(Data extracts)

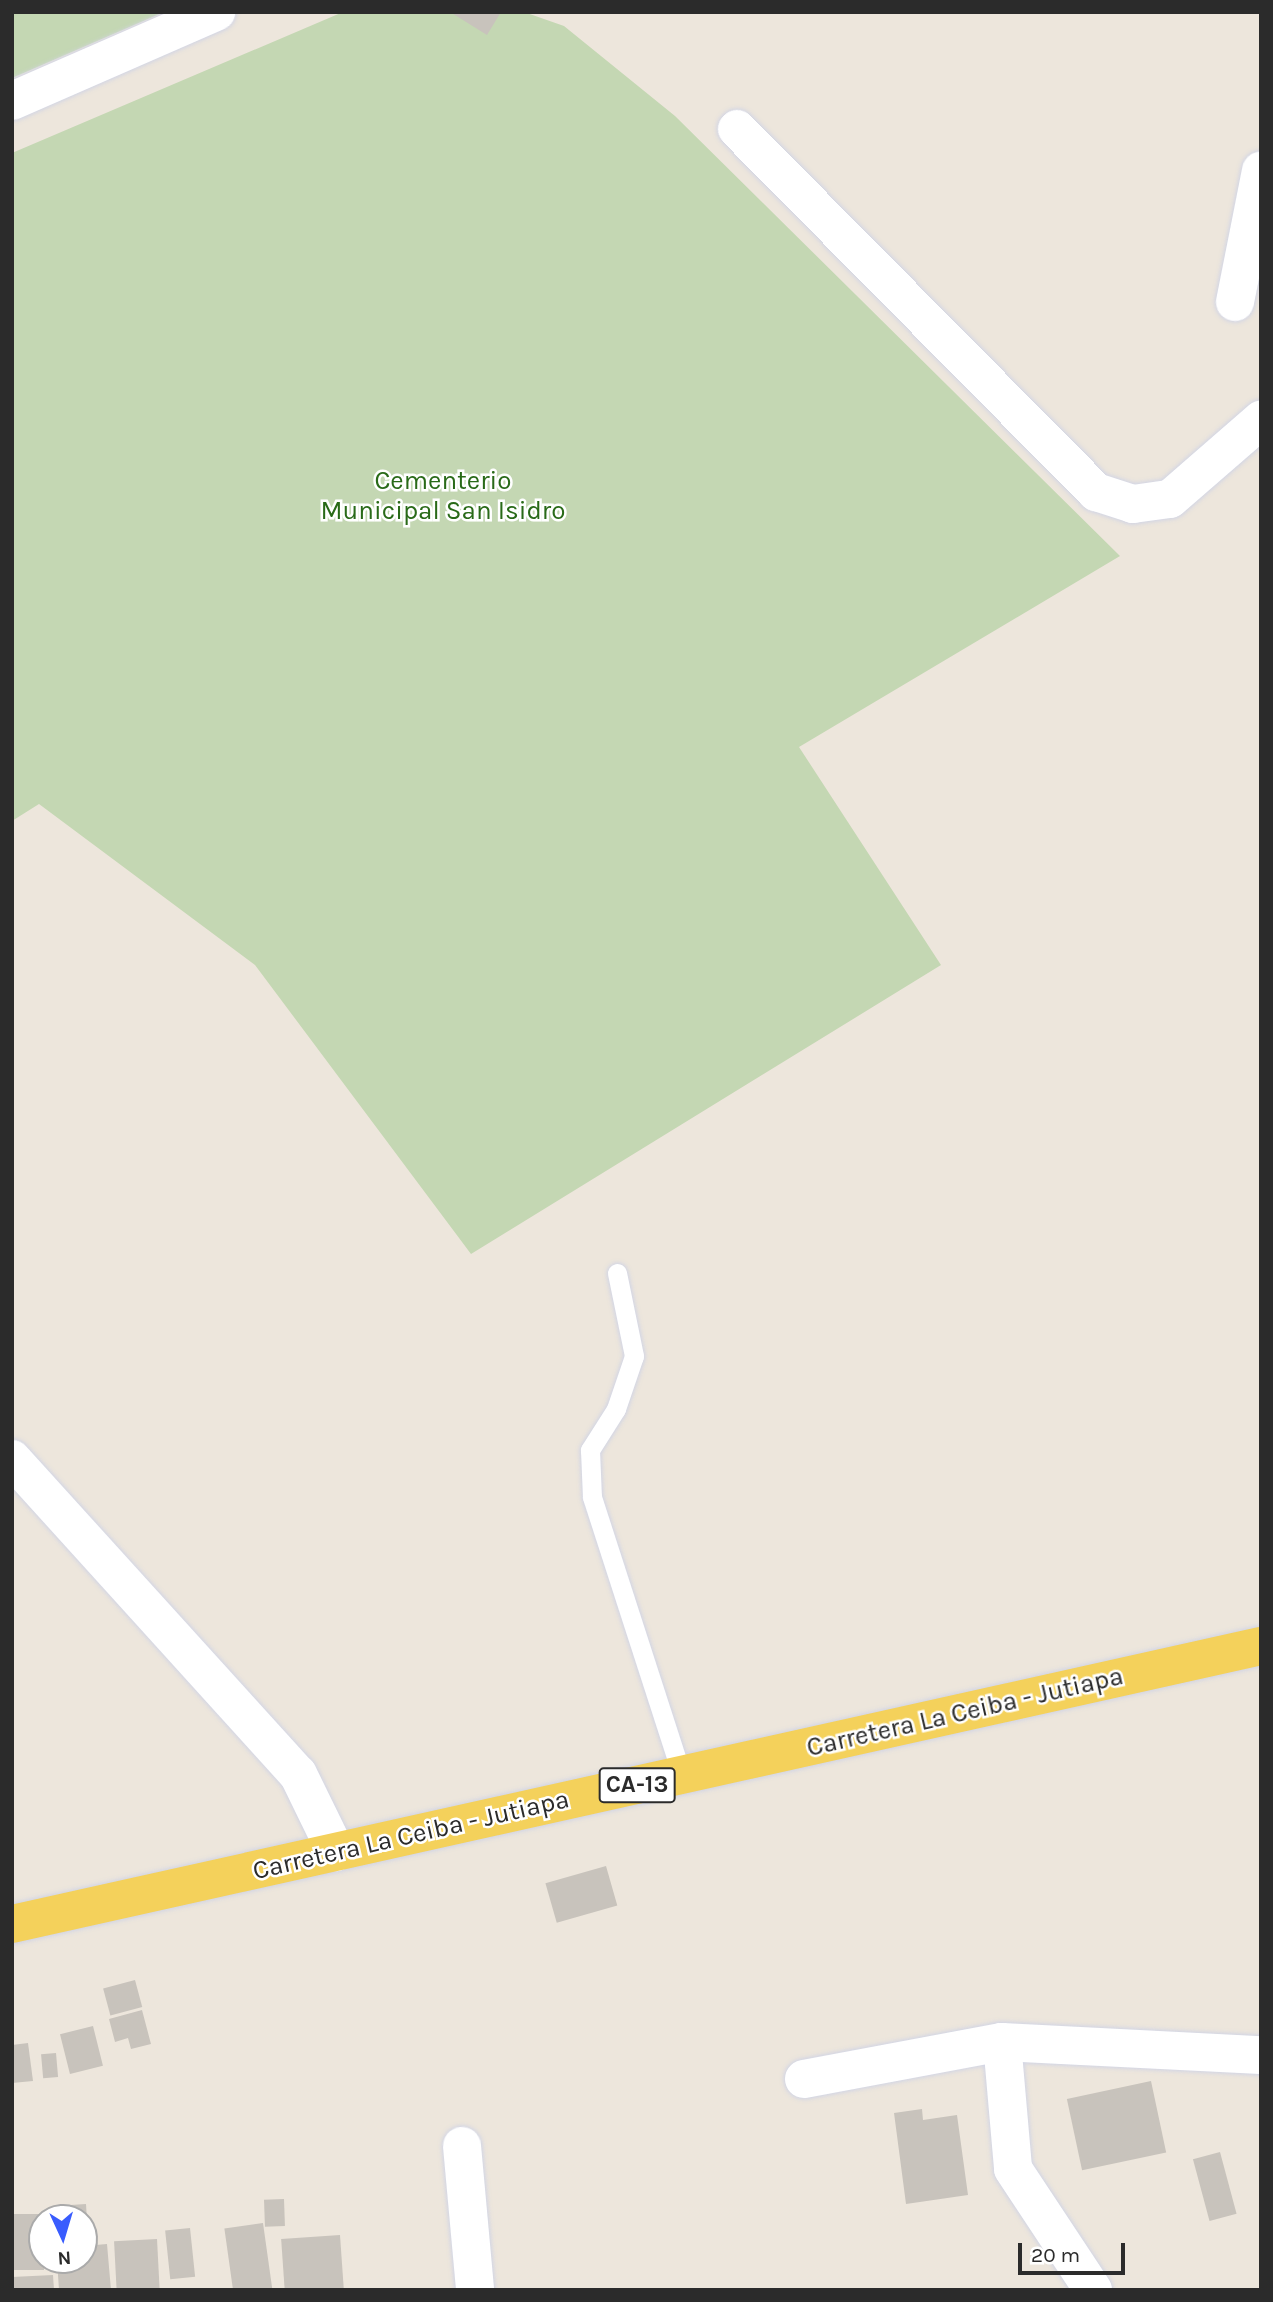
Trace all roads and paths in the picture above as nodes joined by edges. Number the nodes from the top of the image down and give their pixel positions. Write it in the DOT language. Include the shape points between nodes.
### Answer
graph roads {
  1 [pos="216,12"];
  2 [pos="12,101"];
  3 [pos="737,129"];
  4 [pos="1261,171"];
  5 [pos="1235,302"];
  6 [pos="1261,420"];
  7 [pos="617,1273"];
  8 [pos="12,1459"];
  9 [pos="1261,1646"];
  10 [pos="682,1775"];
  11 [pos="335,1852"];
  12 [pos="12,1924"];
  13 [pos="1002,2042"];
  14 [pos="1261,2055"];
  15 [pos="804,2079"];
  16 [pos="462,2146"];
  17 [pos="475,2290"];
  18 [pos="1093,2290"];
  1 -- 2 [label="street"];
  3 -- 6 [label="street" via="1096,492 1133,504 1170,499"];
  4 -- 5 [label="street"];
  7 -- 10 [label="lane" via="634,1356 617,1409 590,1450 592,1497"];
  8 -- 11 [label="street" via="298,1774"];
  9 -- 10 [label="main road, Carretera La Ceiba - Jutiapa / CA-13"];
  10 -- 11 [label="main road, Carretera La Ceiba - Jutiapa / CA-13"];
  11 -- 12 [label="main road, Carretera La Ceiba - Jutiapa / CA-13"];
  13 -- 14 [label="street"];
  13 -- 15 [label="street"];
  13 -- 18 [label="street" via="1013,2169"];
  16 -- 17 [label="street"];
}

(End Data extracts)

Task to complete → Reproduce the data above in full, exactly, with the images removed.

Reply to the task →
Trace all roads and paths in the picture above as nodes joined by edges. Number the nodes from the top of the image down and give their pixel positions. Write it in the DOT language. Include the shape points between nodes.
### Answer
graph roads {
  1 [pos="216,12"];
  2 [pos="12,101"];
  3 [pos="737,129"];
  4 [pos="1261,171"];
  5 [pos="1235,302"];
  6 [pos="1261,420"];
  7 [pos="617,1273"];
  8 [pos="12,1459"];
  9 [pos="1261,1646"];
  10 [pos="682,1775"];
  11 [pos="335,1852"];
  12 [pos="12,1924"];
  13 [pos="1002,2042"];
  14 [pos="1261,2055"];
  15 [pos="804,2079"];
  16 [pos="462,2146"];
  17 [pos="475,2290"];
  18 [pos="1093,2290"];
  1 -- 2 [label="street"];
  3 -- 6 [label="street" via="1096,492 1133,504 1170,499"];
  4 -- 5 [label="street"];
  7 -- 10 [label="lane" via="634,1356 617,1409 590,1450 592,1497"];
  8 -- 11 [label="street" via="298,1774"];
  9 -- 10 [label="main road, Carretera La Ceiba - Jutiapa / CA-13"];
  10 -- 11 [label="main road, Carretera La Ceiba - Jutiapa / CA-13"];
  11 -- 12 [label="main road, Carretera La Ceiba - Jutiapa / CA-13"];
  13 -- 14 [label="street"];
  13 -- 15 [label="street"];
  13 -- 18 [label="street" via="1013,2169"];
  16 -- 17 [label="street"];
}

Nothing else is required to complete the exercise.